Source material:
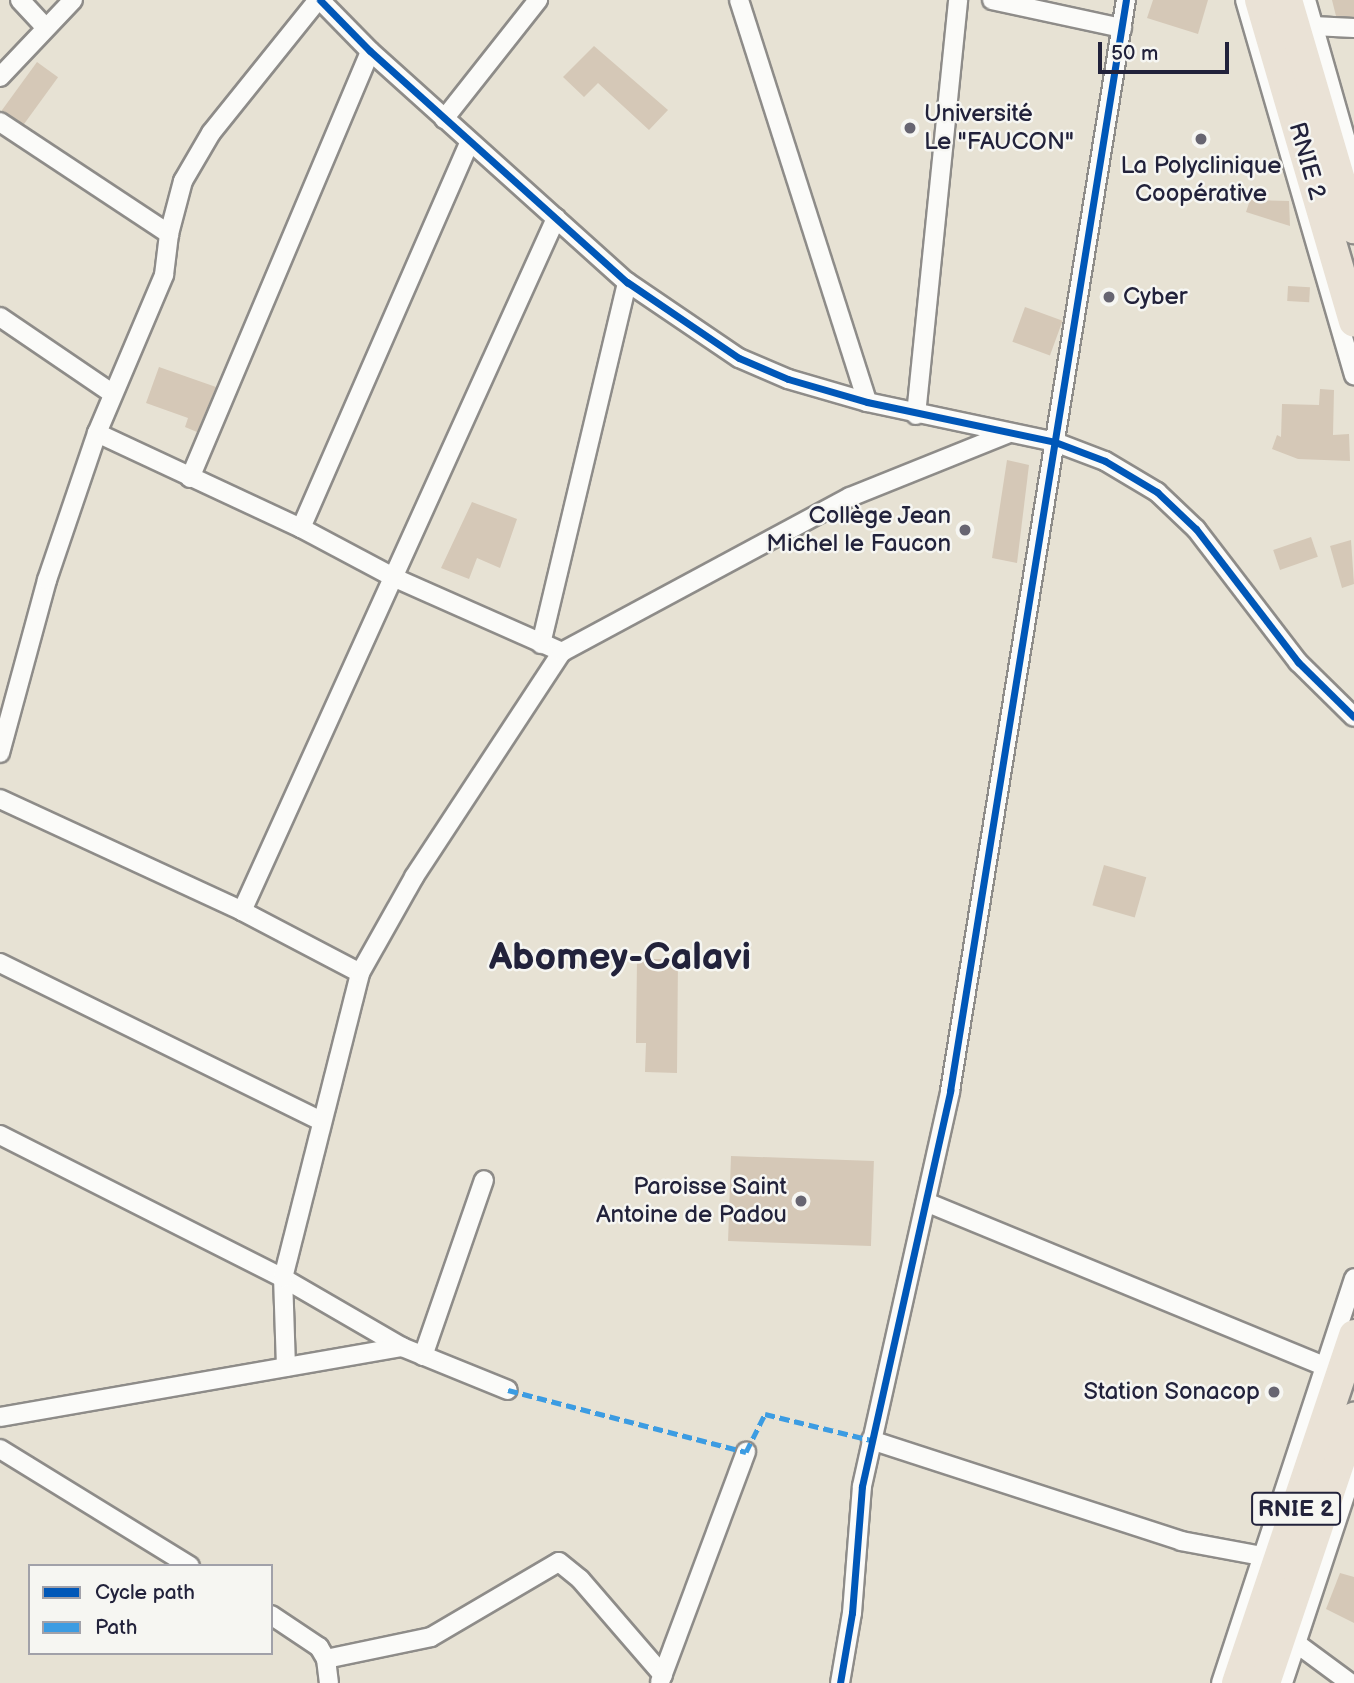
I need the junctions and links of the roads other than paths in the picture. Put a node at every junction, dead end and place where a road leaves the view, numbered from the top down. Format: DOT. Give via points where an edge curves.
graph roads {
  1 [pos="20,0"];
  2 [pos="73,0"];
  3 [pos="319,0"];
  4 [pos="538,0"];
  5 [pos="739,0"];
  6 [pos="958,0"];
  7 [pos="992,0"];
  8 [pos="1126,0"];
  9 [pos="1245,0"];
  10 [pos="1260,0"];
  11 [pos="1287,0"];
  12 [pos="1306,0"];
  13 [pos="1313,26"];
  14 [pos="46,28"];
  15 [pos="1122,28"];
  16 [pos="1354,28"];
  17 [pos="370,51"];
  18 [pos="0,77"];
  19 [pos="444,119"];
  20 [pos="0,122"];
  21 [pos="470,142"];
  22 [pos="1353,158"];
  23 [pos="556,218"];
  24 [pos="1354,228"];
  25 [pos="169,234"];
  26 [pos="627,282"];
  27 [pos="0,317"];
  28 [pos="1354,322"];
  29 [pos="1354,376"];
  30 [pos="112,393"];
  31 [pos="867,402"];
  32 [pos="916,415"];
  33 [pos="97,433"];
  34 [pos="1007,434"];
  35 [pos="1055,442"];
  36 [pos="190,478"];
  37 [pos="301,528"];
  38 [pos="395,578"];
  39 [pos="541,644"];
  40 [pos="562,652"];
  41 [pos="1354,717"];
  42 [pos="0,753"];
  43 [pos="0,799"];
  44 [pos="242,911"];
  45 [pos="0,963"];
  46 [pos="360,973"];
  47 [pos="319,1120"];
  48 [pos="0,1135"];
  49 [pos="484,1180"];
  50 [pos="926,1202"];
  51 [pos="283,1278"];
  52 [pos="1354,1279"];
  53 [pos="1354,1335"];
  54 [pos="402,1347"];
  55 [pos="423,1356"];
  56 [pos="286,1367"];
  57 [pos="1326,1367"];
  58 [pos="508,1390"];
  59 [pos="0,1417"];
  60 [pos="1354,1418"];
  61 [pos="871,1440"];
  62 [pos="0,1449"];
  63 [pos="746,1452"];
  64 [pos="1354,1468"];
  65 [pos="1262,1556"];
  66 [pos="187,1564"];
  67 [pos="273,1616"];
  68 [pos="1296,1643"];
  69 [pos="326,1659"];
  70 [pos="662,1679"];
  71 [pos="329,1683"];
  72 [pos="840,1683"];
  73 [pos="1221,1683"];
  74 [pos="1237,1683"];
  75 [pos="1265,1683"];
  76 [pos="1283,1683"];
  77 [pos="1350,1683"];
  1 -- 14 [label="street"];
  2 -- 14 [label="street"];
  3 -- 17 [label="street"];
  3 -- 25 [label="street" via="194,159"];
  4 -- 19 [label="street"];
  5 -- 31 [label="street"];
  6 -- 32 [label="street"];
  7 -- 15 [label="street"];
  8 -- 15 [label="street"];
  9 -- 29 [label="street"];
  10 -- 28 [label="highway, RNIE 2 / RNIE 2"];
  11 -- 24 [label="highway, RNIE 2 / RNIE 2"];
  12 -- 13 [label="street"];
  13 -- 16 [label="street"];
  13 -- 22 [label="street"];
  14 -- 18 [label="street"];
  15 -- 35 [label="street"];
  17 -- 19 [label="street"];
  17 -- 36 [label="street"];
  19 -- 21 [label="street"];
  20 -- 25 [label="street"];
  21 -- 23 [label="street"];
  21 -- 37 [label="street"];
  23 -- 26 [label="street"];
  23 -- 38 [label="street"];
  25 -- 30 [label="street" via="164,275"];
  26 -- 31 [label="street" via="739,358 788,379"];
  26 -- 39 [label="street"];
  27 -- 30 [label="street"];
  30 -- 33 [label="street"];
  31 -- 32 [label="street"];
  32 -- 34 [label="street"];
  33 -- 36 [label="street"];
  33 -- 42 [label="street" via="47,580"];
  34 -- 35 [label="street"];
  34 -- 40 [label="street" via="850,497"];
  35 -- 41 [label="street" via="1129,474 1177,509 1298,662"];
  35 -- 50 [label="street" via="950,1091"];
  36 -- 37 [label="street"];
  37 -- 38 [label="street"];
  38 -- 39 [label="street"];
  38 -- 44 [label="street"];
  39 -- 40 [label="street"];
  40 -- 46 [label="street" via="414,877"];
  43 -- 44 [label="street"];
  44 -- 46 [label="street"];
  45 -- 47 [label="street"];
  46 -- 47 [label="street"];
  47 -- 51 [label="street"];
  48 -- 51 [label="street"];
  49 -- 55 [label="street"];
  50 -- 57 [label="street"];
  50 -- 61 [label="street"];
  51 -- 54 [label="street"];
  51 -- 56 [label="street"];
  52 -- 57 [label="street"];
  53 -- 74 [label="highway, RNIE 2 / RNIE 2"];
  54 -- 55 [label="street"];
  54 -- 56 [label="street"];
  55 -- 58 [label="street"];
  56 -- 59 [label="street"];
  57 -- 65 [label="street"];
  60 -- 75 [label="highway, RNIE 2 / RNIE 2"];
  61 -- 65 [label="street" via="1181,1541"];
  61 -- 72 [label="street" via="856,1527 851,1625"];
  62 -- 66 [label="street"];
  63 -- 70 [label="street"];
  64 -- 68 [label="street"];
  65 -- 73 [label="street"];
  67 -- 69 [label="street" via="312,1640"];
  68 -- 76 [label="street"];
  68 -- 77 [label="street"];
  69 -- 70 [label="street" via="431,1637 559,1562"];
  69 -- 71 [label="street"];
}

Task brief:
Print the entries again exactly as they appear above. Do not print the pictures.

Output for this task:
I need the junctions and links of the roads other than paths in the picture. Put a node at every junction, dead end and place where a road leaves the view, numbered from the top down. Format: DOT. Give via points where an edge curves.
graph roads {
  1 [pos="20,0"];
  2 [pos="73,0"];
  3 [pos="319,0"];
  4 [pos="538,0"];
  5 [pos="739,0"];
  6 [pos="958,0"];
  7 [pos="992,0"];
  8 [pos="1126,0"];
  9 [pos="1245,0"];
  10 [pos="1260,0"];
  11 [pos="1287,0"];
  12 [pos="1306,0"];
  13 [pos="1313,26"];
  14 [pos="46,28"];
  15 [pos="1122,28"];
  16 [pos="1354,28"];
  17 [pos="370,51"];
  18 [pos="0,77"];
  19 [pos="444,119"];
  20 [pos="0,122"];
  21 [pos="470,142"];
  22 [pos="1353,158"];
  23 [pos="556,218"];
  24 [pos="1354,228"];
  25 [pos="169,234"];
  26 [pos="627,282"];
  27 [pos="0,317"];
  28 [pos="1354,322"];
  29 [pos="1354,376"];
  30 [pos="112,393"];
  31 [pos="867,402"];
  32 [pos="916,415"];
  33 [pos="97,433"];
  34 [pos="1007,434"];
  35 [pos="1055,442"];
  36 [pos="190,478"];
  37 [pos="301,528"];
  38 [pos="395,578"];
  39 [pos="541,644"];
  40 [pos="562,652"];
  41 [pos="1354,717"];
  42 [pos="0,753"];
  43 [pos="0,799"];
  44 [pos="242,911"];
  45 [pos="0,963"];
  46 [pos="360,973"];
  47 [pos="319,1120"];
  48 [pos="0,1135"];
  49 [pos="484,1180"];
  50 [pos="926,1202"];
  51 [pos="283,1278"];
  52 [pos="1354,1279"];
  53 [pos="1354,1335"];
  54 [pos="402,1347"];
  55 [pos="423,1356"];
  56 [pos="286,1367"];
  57 [pos="1326,1367"];
  58 [pos="508,1390"];
  59 [pos="0,1417"];
  60 [pos="1354,1418"];
  61 [pos="871,1440"];
  62 [pos="0,1449"];
  63 [pos="746,1452"];
  64 [pos="1354,1468"];
  65 [pos="1262,1556"];
  66 [pos="187,1564"];
  67 [pos="273,1616"];
  68 [pos="1296,1643"];
  69 [pos="326,1659"];
  70 [pos="662,1679"];
  71 [pos="329,1683"];
  72 [pos="840,1683"];
  73 [pos="1221,1683"];
  74 [pos="1237,1683"];
  75 [pos="1265,1683"];
  76 [pos="1283,1683"];
  77 [pos="1350,1683"];
  1 -- 14 [label="street"];
  2 -- 14 [label="street"];
  3 -- 17 [label="street"];
  3 -- 25 [label="street" via="194,159"];
  4 -- 19 [label="street"];
  5 -- 31 [label="street"];
  6 -- 32 [label="street"];
  7 -- 15 [label="street"];
  8 -- 15 [label="street"];
  9 -- 29 [label="street"];
  10 -- 28 [label="highway, RNIE 2 / RNIE 2"];
  11 -- 24 [label="highway, RNIE 2 / RNIE 2"];
  12 -- 13 [label="street"];
  13 -- 16 [label="street"];
  13 -- 22 [label="street"];
  14 -- 18 [label="street"];
  15 -- 35 [label="street"];
  17 -- 19 [label="street"];
  17 -- 36 [label="street"];
  19 -- 21 [label="street"];
  20 -- 25 [label="street"];
  21 -- 23 [label="street"];
  21 -- 37 [label="street"];
  23 -- 26 [label="street"];
  23 -- 38 [label="street"];
  25 -- 30 [label="street" via="164,275"];
  26 -- 31 [label="street" via="739,358 788,379"];
  26 -- 39 [label="street"];
  27 -- 30 [label="street"];
  30 -- 33 [label="street"];
  31 -- 32 [label="street"];
  32 -- 34 [label="street"];
  33 -- 36 [label="street"];
  33 -- 42 [label="street" via="47,580"];
  34 -- 35 [label="street"];
  34 -- 40 [label="street" via="850,497"];
  35 -- 41 [label="street" via="1129,474 1177,509 1298,662"];
  35 -- 50 [label="street" via="950,1091"];
  36 -- 37 [label="street"];
  37 -- 38 [label="street"];
  38 -- 39 [label="street"];
  38 -- 44 [label="street"];
  39 -- 40 [label="street"];
  40 -- 46 [label="street" via="414,877"];
  43 -- 44 [label="street"];
  44 -- 46 [label="street"];
  45 -- 47 [label="street"];
  46 -- 47 [label="street"];
  47 -- 51 [label="street"];
  48 -- 51 [label="street"];
  49 -- 55 [label="street"];
  50 -- 57 [label="street"];
  50 -- 61 [label="street"];
  51 -- 54 [label="street"];
  51 -- 56 [label="street"];
  52 -- 57 [label="street"];
  53 -- 74 [label="highway, RNIE 2 / RNIE 2"];
  54 -- 55 [label="street"];
  54 -- 56 [label="street"];
  55 -- 58 [label="street"];
  56 -- 59 [label="street"];
  57 -- 65 [label="street"];
  60 -- 75 [label="highway, RNIE 2 / RNIE 2"];
  61 -- 65 [label="street" via="1181,1541"];
  61 -- 72 [label="street" via="856,1527 851,1625"];
  62 -- 66 [label="street"];
  63 -- 70 [label="street"];
  64 -- 68 [label="street"];
  65 -- 73 [label="street"];
  67 -- 69 [label="street" via="312,1640"];
  68 -- 76 [label="street"];
  68 -- 77 [label="street"];
  69 -- 70 [label="street" via="431,1637 559,1562"];
  69 -- 71 [label="street"];
}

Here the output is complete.